The priority for the Sollecitos is getting Raffaele off suicide watch. Since the verdict, he has been increasingly withdrawn. He is in the sex offenders’ ward at Capanne, and like most of the inmates there, he is on heavy antidepressants. He has given up his studies, and his family says he has also given up hope. He has stopped writing letters to his daily newspaper, and he barely responds when his family comes to visit him. He knows enough about the Italian justice system to understand that his chances of getting off on the first round of appeal are slim. The thought of spending four or five years until the second level of appeal is too much for him to bear. His family is petitioning to have him moved closer to them in Puglia, but the prisons in the south are much rougher.

In Italy, the appeal process is complex and involves two levels. A full acquittal is rarely won on the first round, even though a full 50 percent of all cases are won on the second and final stage of the appeal. On the first round, the appeals judge can choose to overturn the conviction entirely or to uphold the decision and simply increase or reduce the sentence. In Rudy Guede’s appeal, which was heard around the same time that closing arguments were being made in Amanda and Raffaele’s trial, the judge chose to uphold the initial ruling; he agreed that Rudy murdered Meredith Kercher along with Amanda and Raffaele. But Rudy did win a reduction in his sentence from thirty to sixteen years for what the judge called “extenuating factors,” not least of which was his cooperation in placing Amanda and Raffaele at the crime scene.

Amanda and Raffaele can only begin their appeal process after Judge Massei’s reasoning, or motivazione, is released from the Corte d’Assise. The deadline is strict—Massei must file his report within ninety days of the verdict—and few Italian judges rush the deadline, determined to ensure that the person they have convicted serves the most time possible in the event his or her verdict is overturned. Judge Massei’s statement is expected in early March. After it is delivered, defense lawyers have forty-five days to officially file their appeal. There is very little they can do without first studying the intricacies of the judge’s reasoning. Even the slightest misstep by Judge Massei could give the defense a loophole to crawl through. The first-level appeals judge is from a higher Italian court than Judge Massei. This higher judge will review all the evidence and testimony from the first trial with a more highly qualified jury. In the initial case, the jury members only had to have a junior high school diploma. In the first appeal, they must be high school diploma or equivalent.
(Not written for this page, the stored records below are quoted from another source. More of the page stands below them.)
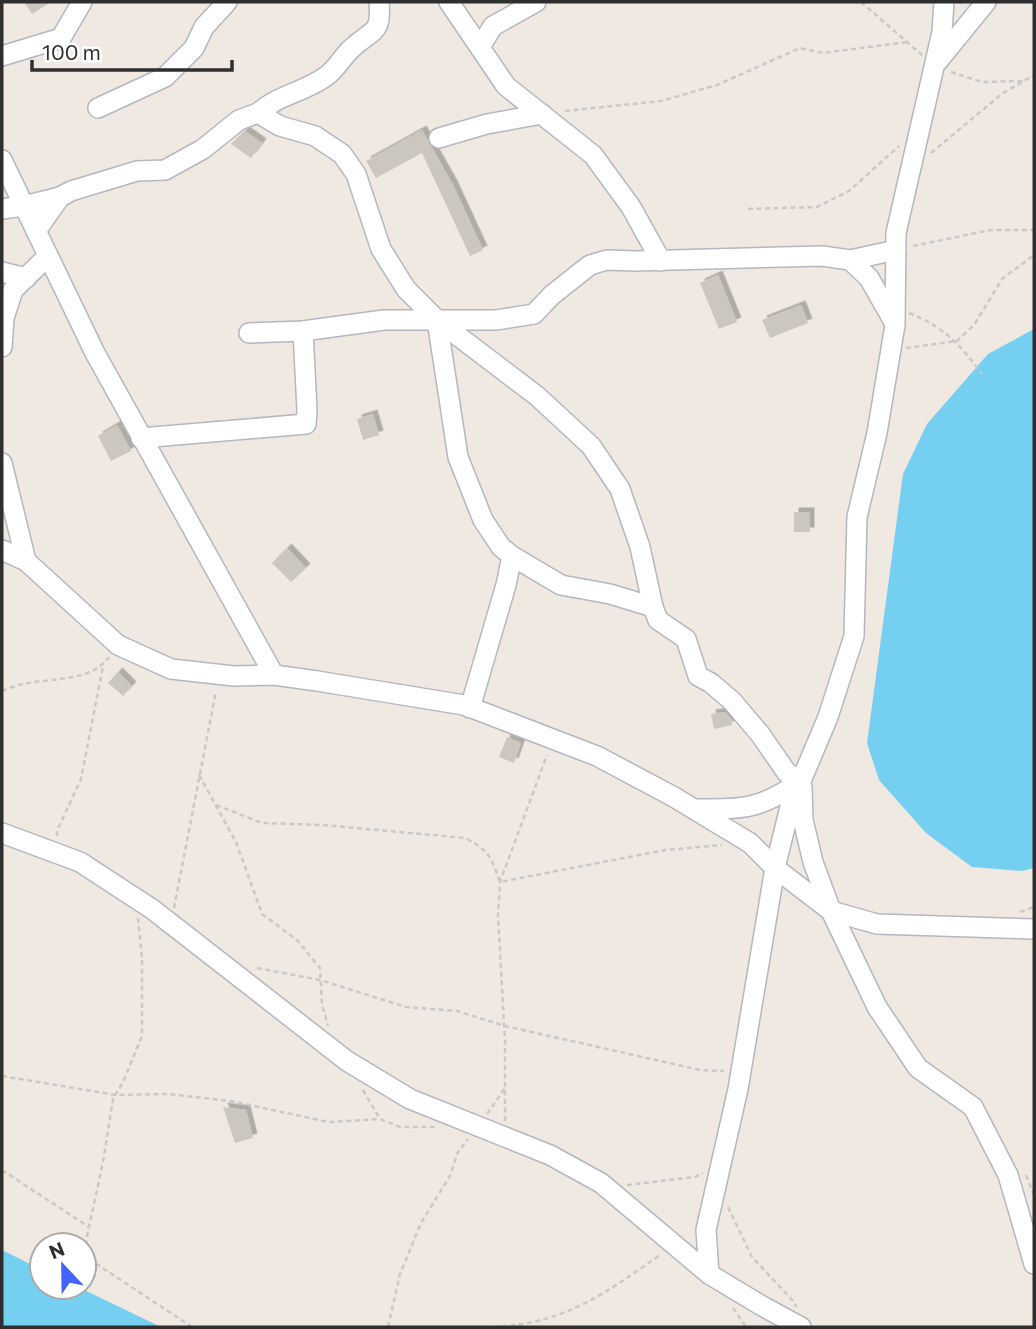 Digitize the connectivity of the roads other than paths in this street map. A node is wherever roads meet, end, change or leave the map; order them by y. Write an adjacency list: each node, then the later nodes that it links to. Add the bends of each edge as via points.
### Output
1 (82, 2): 9 (street, via 61,38)
2 (227, 2): 11 (street, via 204,27 194,48 165,77)
3 (379, 2): 12 (street, via 380,21 375,29 328,75)
4 (449, 2): 8 (street)
5 (536, 2): 8 (street, via 493,26)
6 (944, 2): 10 (street)
7 (986, 2): 10 (street)
8 (480, 47): 13 (street, via 506,86)
9 (2, 56)
10 (934, 66): 20 (street)
11 (99, 108)
12 (258, 113): 16 (street, via 239,120 203,149 165,170 137,171); 27 (street, via 315,136 342,153 356,174 381,249 406,289)
13 (542, 114): 14 (street); 23 (street, via 593,155 631,207)
14 (439, 138)
15 (2, 160): 17 (street)
16 (60, 197): 17 (street); 19 (street)
17 (24, 206): 18 (street); 19 (street)
18 (2, 209)
19 (36, 231): 21 (street)
20 (896, 250): 22 (street); 26 (street)
21 (48, 256): 25 (street); 31 (street)
22 (850, 260): 23 (street, via 822,256); 26 (street, via 869,278)
23 (661, 261): 27 (street, via 607,260 590,265 534,314 496,320)
24 (2, 272): 25 (street)
25 (26, 278): 30 (street, via 13,290 4,318)
26 (895, 317): 39 (street, via 877,433 857,517 853,636)
27 (437, 320): 28 (street, via 384,320); 34 (street, via 458,457 483,520); 36 (street, via 537,396 591,446 620,489 640,547)
28 (303, 331): 29 (street); 31 (street, via 306,424)
29 (249, 333)
30 (2, 347)
31 (141, 438): 37 (street)
32 (2, 463): 35 (street)
33 (2, 550): 35 (street)
34 (512, 556): 36 (street, via 561,585); 38 (street)
35 (26, 561): 37 (street, via 118,645 171,669)
36 (653, 607): 39 (street, via 658,620 686,639 698,676 745,714 787,773)
37 (274, 676): 38 (street)
38 (470, 708): 40 (street, via 597,756)
39 (802, 780): 40 (street, via 775,799 743,809); 42 (street, via 790,807); 43 (street, via 803,820)
40 (694, 809): 42 (street, via 750,844)
41 (2, 834): 46 (street, via 80,862 172,924 347,1061 411,1099 550,1155 606,1187)
42 (775, 868): 43 (street); 46 (street, via 741,1070 706,1230)
43 (831, 911): 44 (street, via 877,924); 45 (street, via 877,1007 918,1068 973,1107 1008,1175)
44 (1034, 929)
45 (1034, 1264)
46 (709, 1274): 47 (street, via 764,1307)
47 (800, 1321) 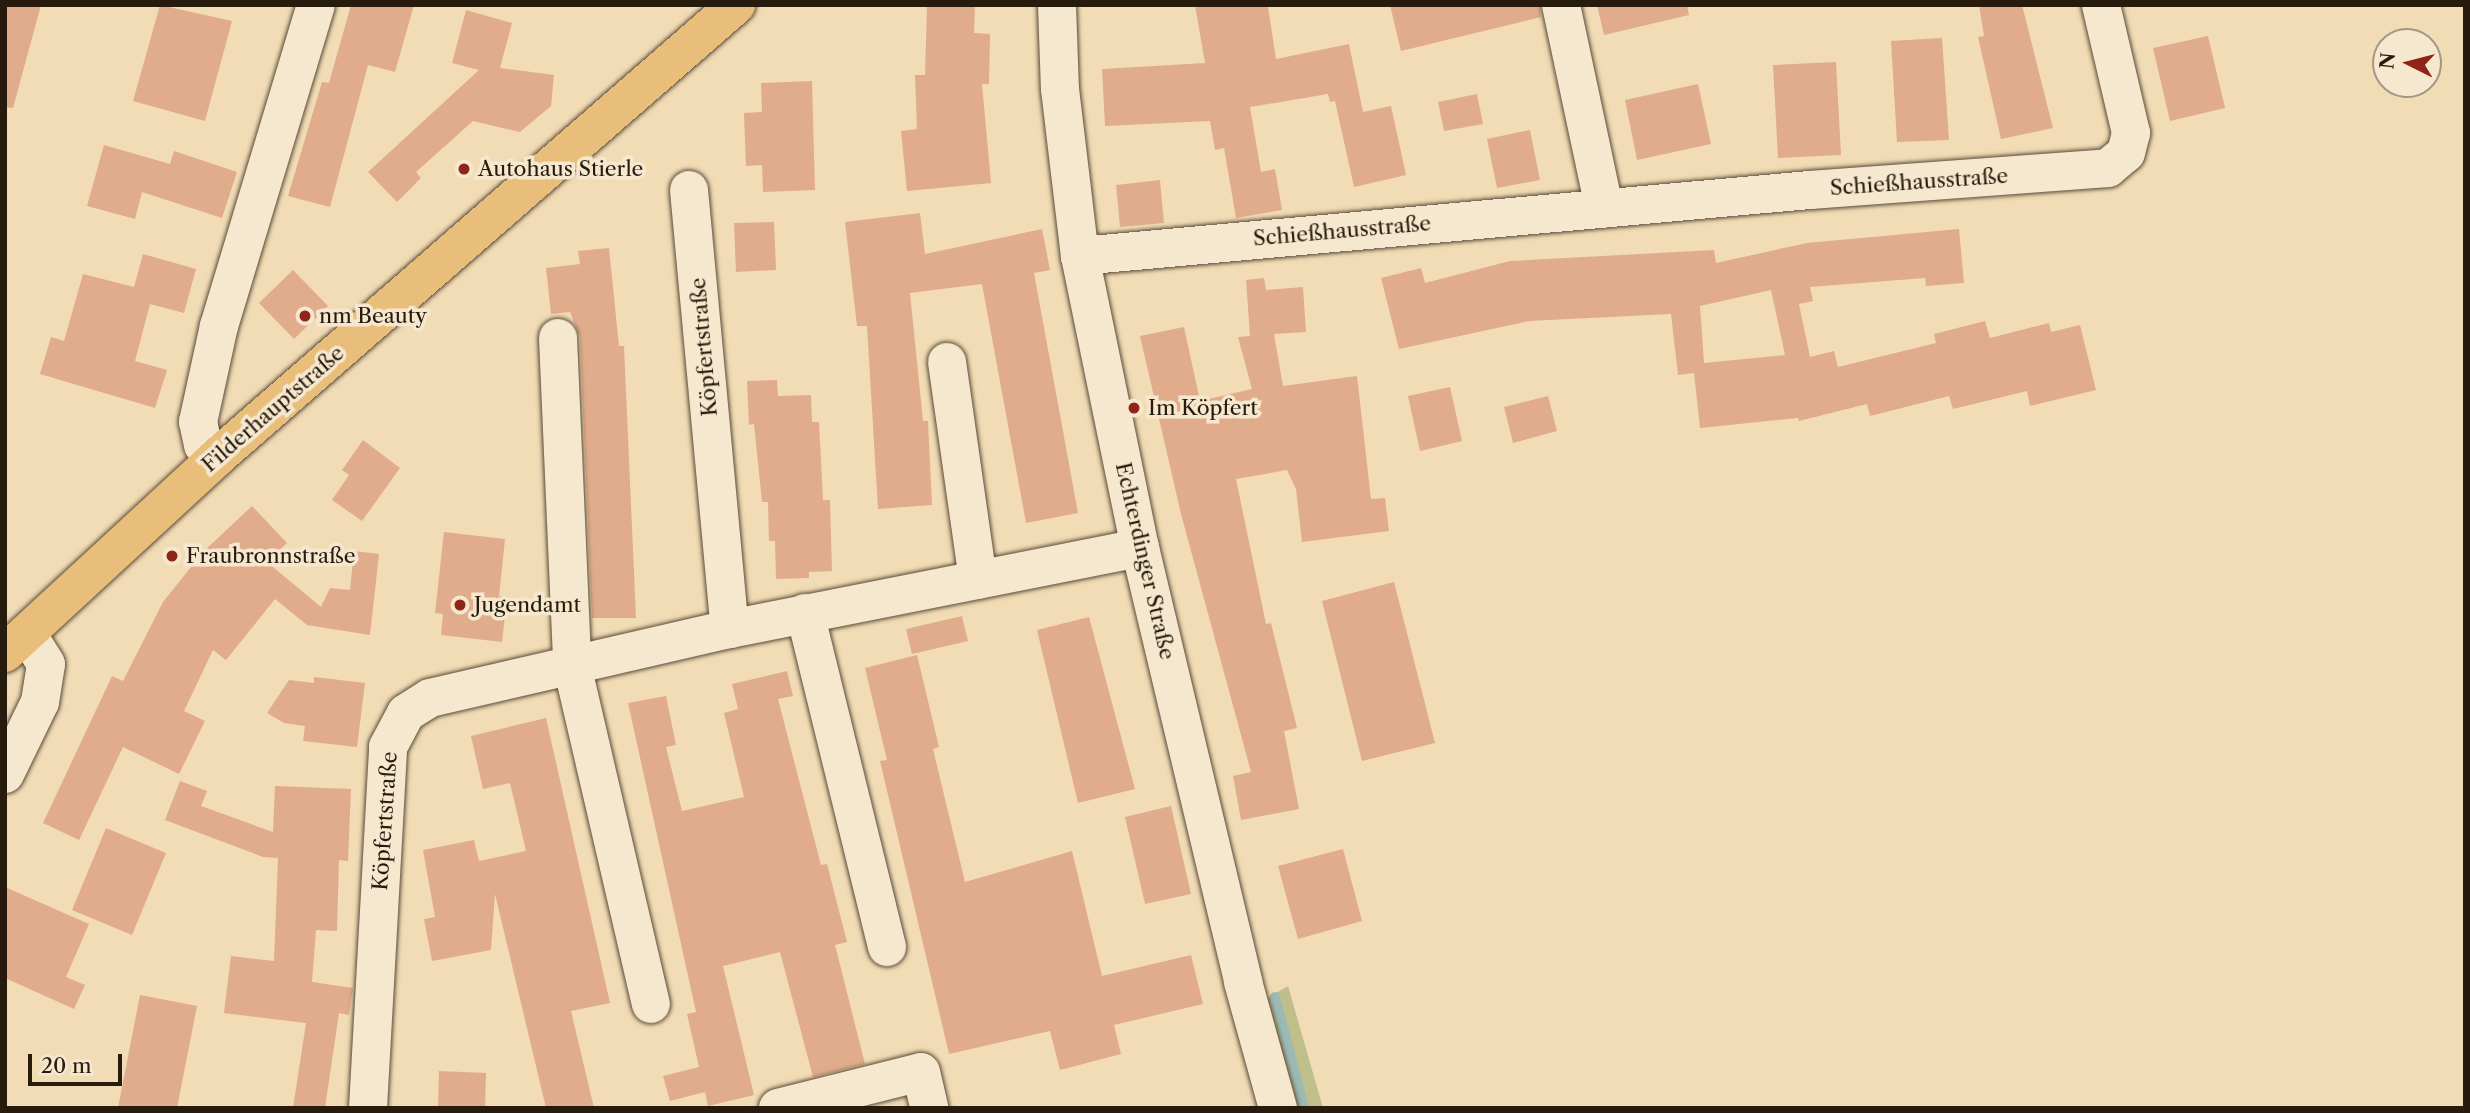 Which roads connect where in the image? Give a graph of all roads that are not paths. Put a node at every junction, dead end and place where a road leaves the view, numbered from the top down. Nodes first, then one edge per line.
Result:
1 (316, 5) edge
2 (736, 5) edge
3 (1057, 5) edge
4 (1561, 5) edge
5 (2101, 5) edge
6 (689, 190) dead end
7 (1604, 208) junction
8 (1080, 256) junction
9 (558, 338) dead end
10 (947, 362) dead end
11 (216, 458) junction
12 (1140, 548) junction
13 (978, 580) junction
14 (805, 613) junction
15 (730, 629) junction
16 (16, 643) edge
17 (572, 665) junction
18 (5, 774) edge
19 (887, 947) dead end
20 (651, 1004) dead end
21 (925, 1090) edge
22 (368, 1108) edge
23 (778, 1108) edge
24 (1278, 1108) edge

If Amanda and Raffaele lose in the first appeal round, their cases are automatically pushed to Italy’s highest cassazione court, where they have a better chance at a reversal. This level more closely corresponds to a U.S. appeals court; it does not retry the facts of the case, but focuses only on points of law, closely examining any procedural errors made during the investigation and trial. Did the evidence in the Knox case pass all legal requirements? The knife, surely not. Nor did the sneaker footprint that initially landed Raf in jail. The highest court must also examine the definition of each accusation. In Italy, first-degree murder requires motivation, yet Amanda, Raffaele, and Rudy were convicted without solid proof of a motive, by the prosecution’s own admission. The law also requires that an autopsy must conclusively point to sexual assault for a conviction on that charge, yet that was never medically proven in Meredith’s case.